===== RECORDED DATA

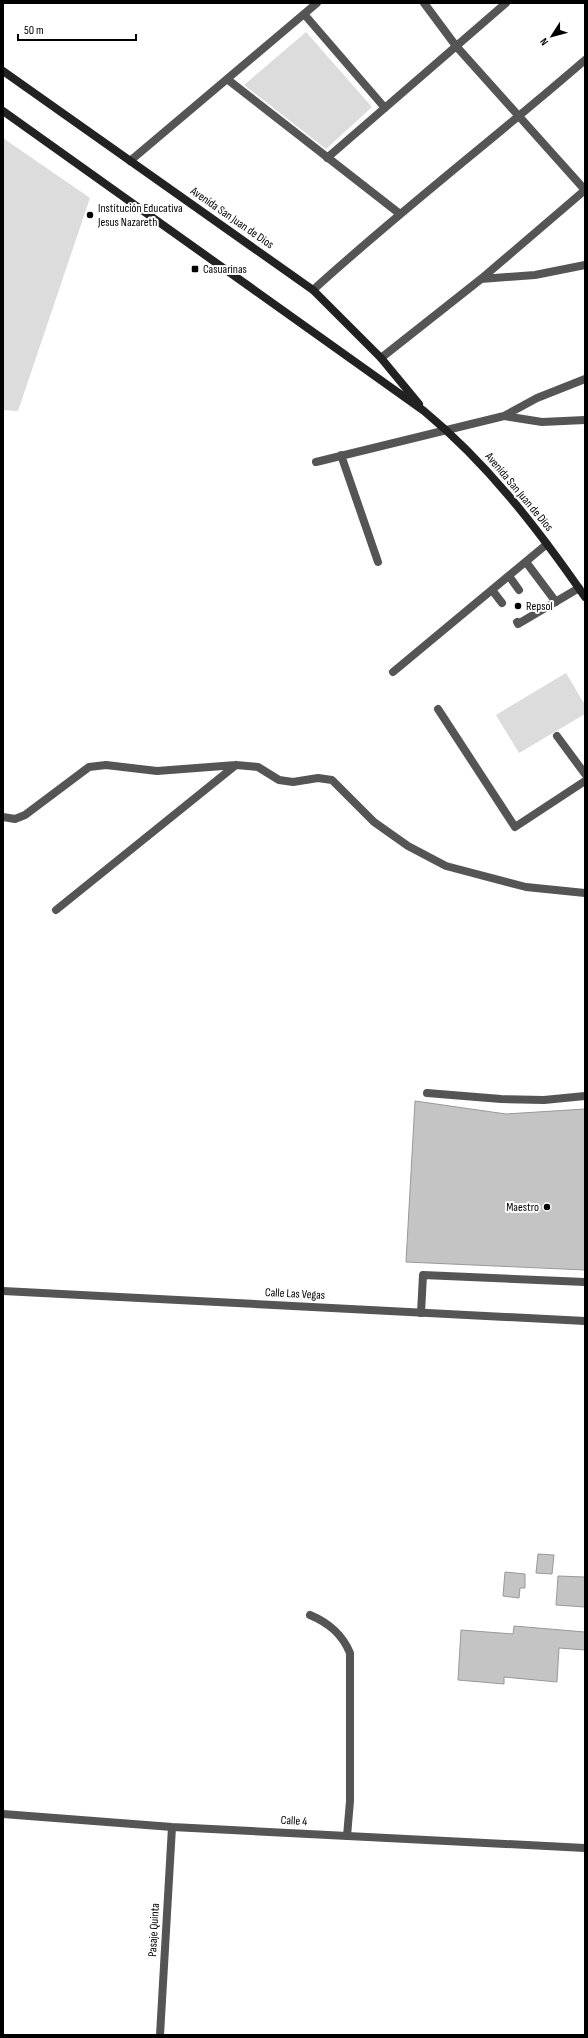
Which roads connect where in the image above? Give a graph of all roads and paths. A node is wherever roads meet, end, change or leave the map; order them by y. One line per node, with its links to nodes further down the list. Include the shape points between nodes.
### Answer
1 (317, 3): 4 (street)
2 (424, 3): 5 (street)
3 (506, 3): 5 (street)
4 (304, 14): 8 (street); 9 (street)
5 (456, 46): 9 (street); 11 (street)
6 (585, 60): 11 (street)
7 (3, 71): 13 (main road, Avenida San Juan de Dios)
8 (227, 79): 12 (street); 13 (street)
9 (385, 108): 12 (street)
10 (3, 111): 20 (main road, Avenida San Juan de Dios)
11 (519, 117): 14 (street); 16 (street, via 585,190)
12 (327, 158): 14 (street)
13 (130, 162): 17 (main road, Avenida San Juan de Dios)
14 (400, 214): 17 (street)
15 (585, 265): 16 (street, via 535,275)
16 (481, 279): 18 (street)
17 (313, 290): 18 (main road, Avenida San Juan de Dios)
18 (381, 358): 20 (main road, Avenida San Juan de Dios)
19 (585, 379): 21 (street, via 537,398)
20 (424, 411): 23 (main road, Avenida San Juan de Dios)
21 (504, 416): 22 (street, via 542,422); 23 (street)
22 (585, 420)
23 (447, 430): 24 (street); 26 (main road, Avenida San Juan de Dios, via 506,492)
24 (341, 456): 25 (street); 27 (street)
25 (316, 462)
26 (547, 544): 28 (street); 30 (main road, Avenida San Juan de Dios)
27 (378, 562)
28 (526, 562): 29 (street); 34 (street)
29 (509, 576): 31 (street); 32 (street)
30 (579, 588): 33 (main road, Avenida San Juan de Dios); 34 (street)
31 (492, 590): 35 (street); 37 (street)
32 (519, 590)
33 (585, 597)
34 (556, 602): 36 (street, via 535,611 518,624)
35 (502, 603)
36 (517, 622)
37 (393, 672)
38 (438, 709): 42 (street, via 515,827)
39 (557, 736): 41 (street)
40 (236, 765): 43 (street, via 157,771 106,765 89,767 25,815 15,819); 44 (street, via 258,767 279,780 332,780 374,822 408,846 446,866 526,887); 45 (street)
41 (585, 774)
42 (585, 781)
43 (3, 817)
44 (585, 893)
45 (56, 910)
46 (427, 1093): 47 (street, via 544,1100)
47 (585, 1096)
48 (585, 1282): 50 (street, via 423,1275)
49 (3, 1290): 50 (street, Calle Las Vegas)
50 (421, 1313): 51 (street, Calle Las Vegas)
51 (585, 1321)
52 (310, 1615): 55 (street, via 334,1628 350,1653 350,1801)
53 (3, 1814): 54 (street, Calle 4)
54 (172, 1827): 55 (street, Calle 4); 57 (street, Pasaje Quinta)
55 (347, 1836): 56 (street, Calle 4)
56 (585, 1848)
57 (160, 2035)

==========

Look above for every line with the word "Avenida" and copy it.

7 (3, 71): 13 (main road, Avenida San Juan de Dios)
10 (3, 111): 20 (main road, Avenida San Juan de Dios)
13 (130, 162): 17 (main road, Avenida San Juan de Dios)
17 (313, 290): 18 (main road, Avenida San Juan de Dios)
18 (381, 358): 20 (main road, Avenida San Juan de Dios)
20 (424, 411): 23 (main road, Avenida San Juan de Dios)
23 (447, 430): 24 (street); 26 (main road, Avenida San Juan de Dios, via 506,492)
26 (547, 544): 28 (street); 30 (main road, Avenida San Juan de Dios)
30 (579, 588): 33 (main road, Avenida San Juan de Dios); 34 (street)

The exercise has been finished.